* [TASK]:
The reply should contain every line of the data, repeated exactly, and no pictures.

(Stored data)
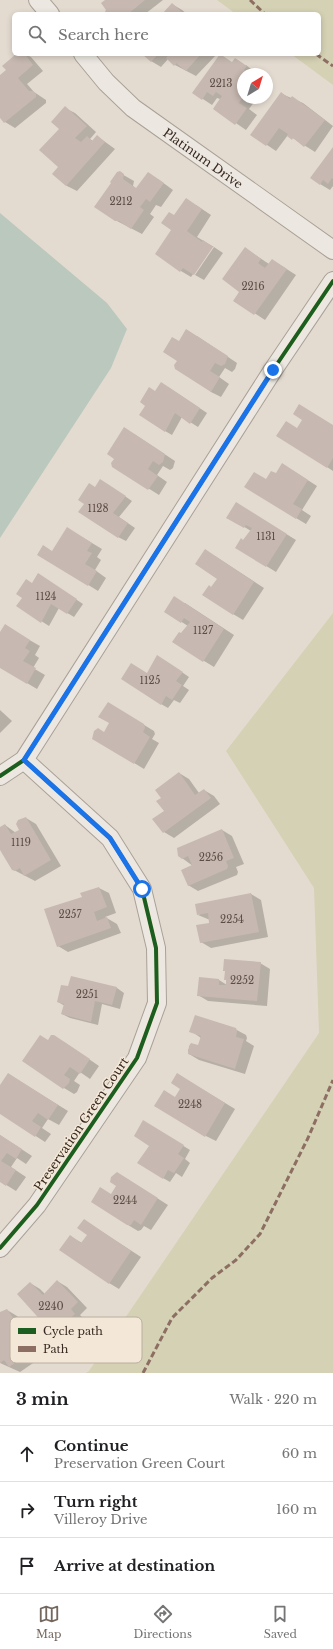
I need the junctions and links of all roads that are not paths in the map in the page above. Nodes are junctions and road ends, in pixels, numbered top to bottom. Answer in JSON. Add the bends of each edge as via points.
{"nodes":[{"id":1,"x":38,"y":0,"type":"edge"},
{"id":2,"x":48,"y":12,"type":"edge"},
{"id":3,"x":85,"y":56,"type":"edge"},
{"id":4,"x":333,"y":250,"type":"edge"},
{"id":5,"x":333,"y":281,"type":"edge"},
{"id":6,"x":24,"y":760,"type":"junction"},
{"id":7,"x":0,"y":776,"type":"edge"},
{"id":8,"x":0,"y":1248,"type":"edge"}],
"edges":[{"from":1,"to":2,"type":"street"},
{"from":3,"to":4,"type":"street","name":"Platinum Drive","via":[[106,82],[134,108]]},
{"from":5,"to":6,"type":"street","via":[[273,370]]},
{"from":6,"to":7,"type":"street"},
{"from":6,"to":8,"type":"street","name":"Preservation Green Court","via":[[110,838],[142,889],[156,948],[156,1003],[137,1058],[37,1205]]}]}
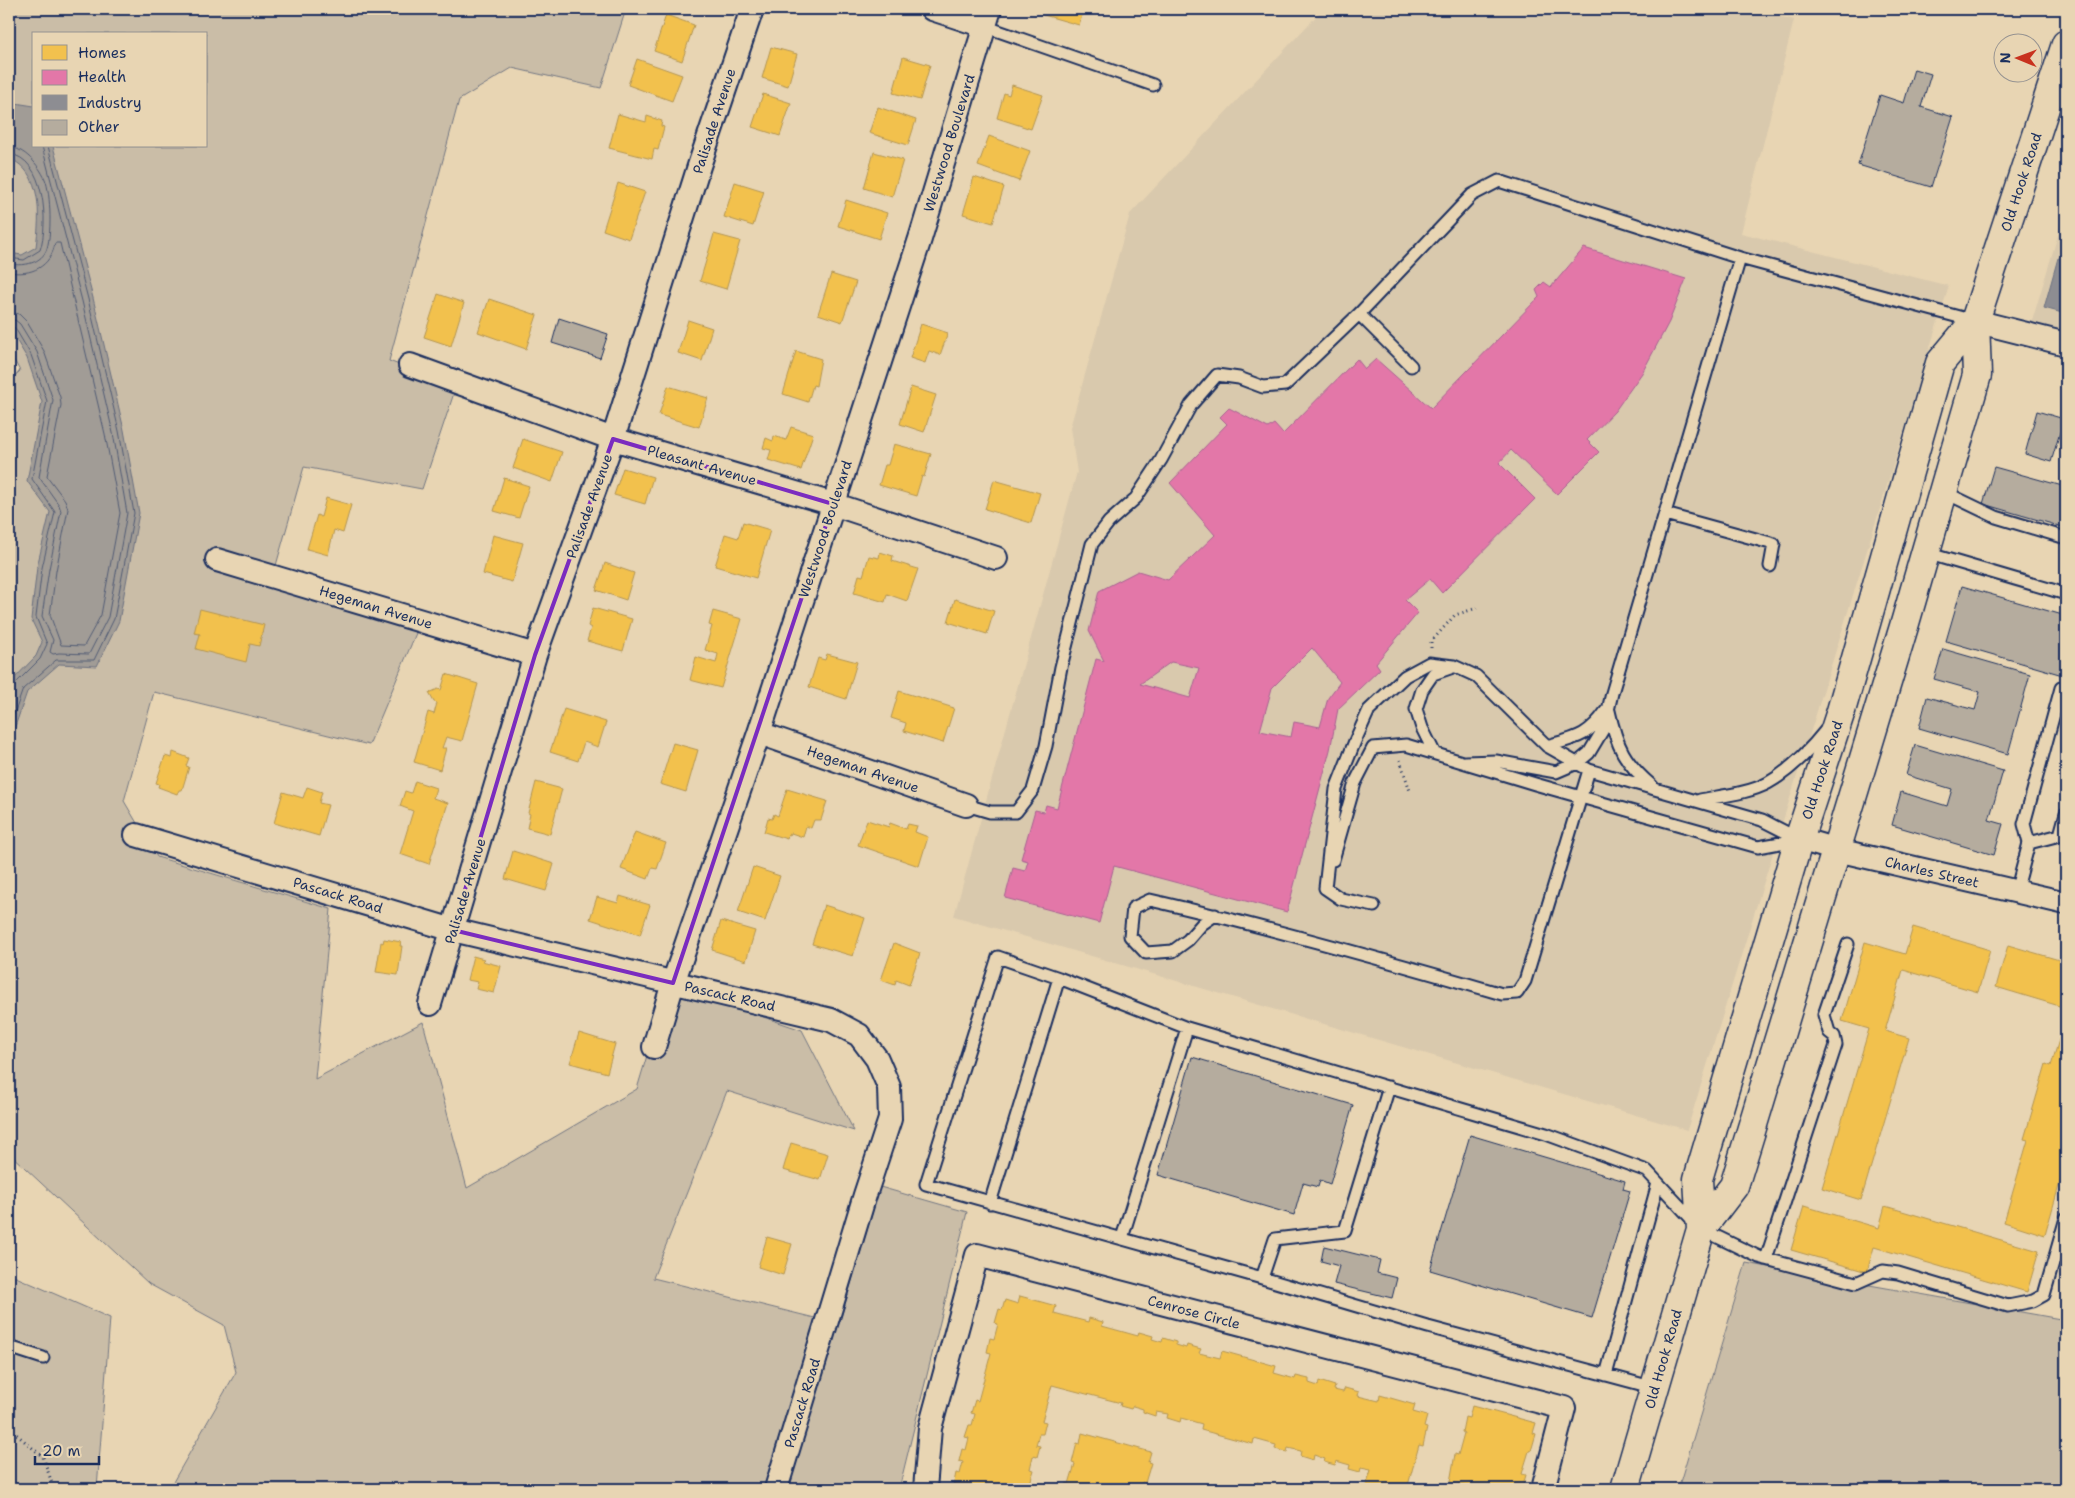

* [OUTPUT OF THE EXERCISE]:
I need the junctions and links of all roads that are not paths in the map in the page above. Nodes are junctions and road ends, in pixels, numbered top to bottom. Answer in JSON. Add the bends of each edge as via points.
{"nodes":[{"id":1,"x":38,"y":0,"type":"edge"},
{"id":2,"x":48,"y":12,"type":"edge"},
{"id":3,"x":85,"y":56,"type":"edge"},
{"id":4,"x":333,"y":250,"type":"edge"},
{"id":5,"x":333,"y":281,"type":"edge"},
{"id":6,"x":24,"y":760,"type":"junction"},
{"id":7,"x":0,"y":776,"type":"edge"},
{"id":8,"x":0,"y":1248,"type":"edge"}],
"edges":[{"from":1,"to":2,"type":"street"},
{"from":3,"to":4,"type":"street","name":"Platinum Drive","via":[[106,82],[134,108]]},
{"from":5,"to":6,"type":"street","via":[[273,370]]},
{"from":6,"to":7,"type":"street"},
{"from":6,"to":8,"type":"street","name":"Preservation Green Court","via":[[110,838],[142,889],[156,948],[156,1003],[137,1058],[37,1205]]}]}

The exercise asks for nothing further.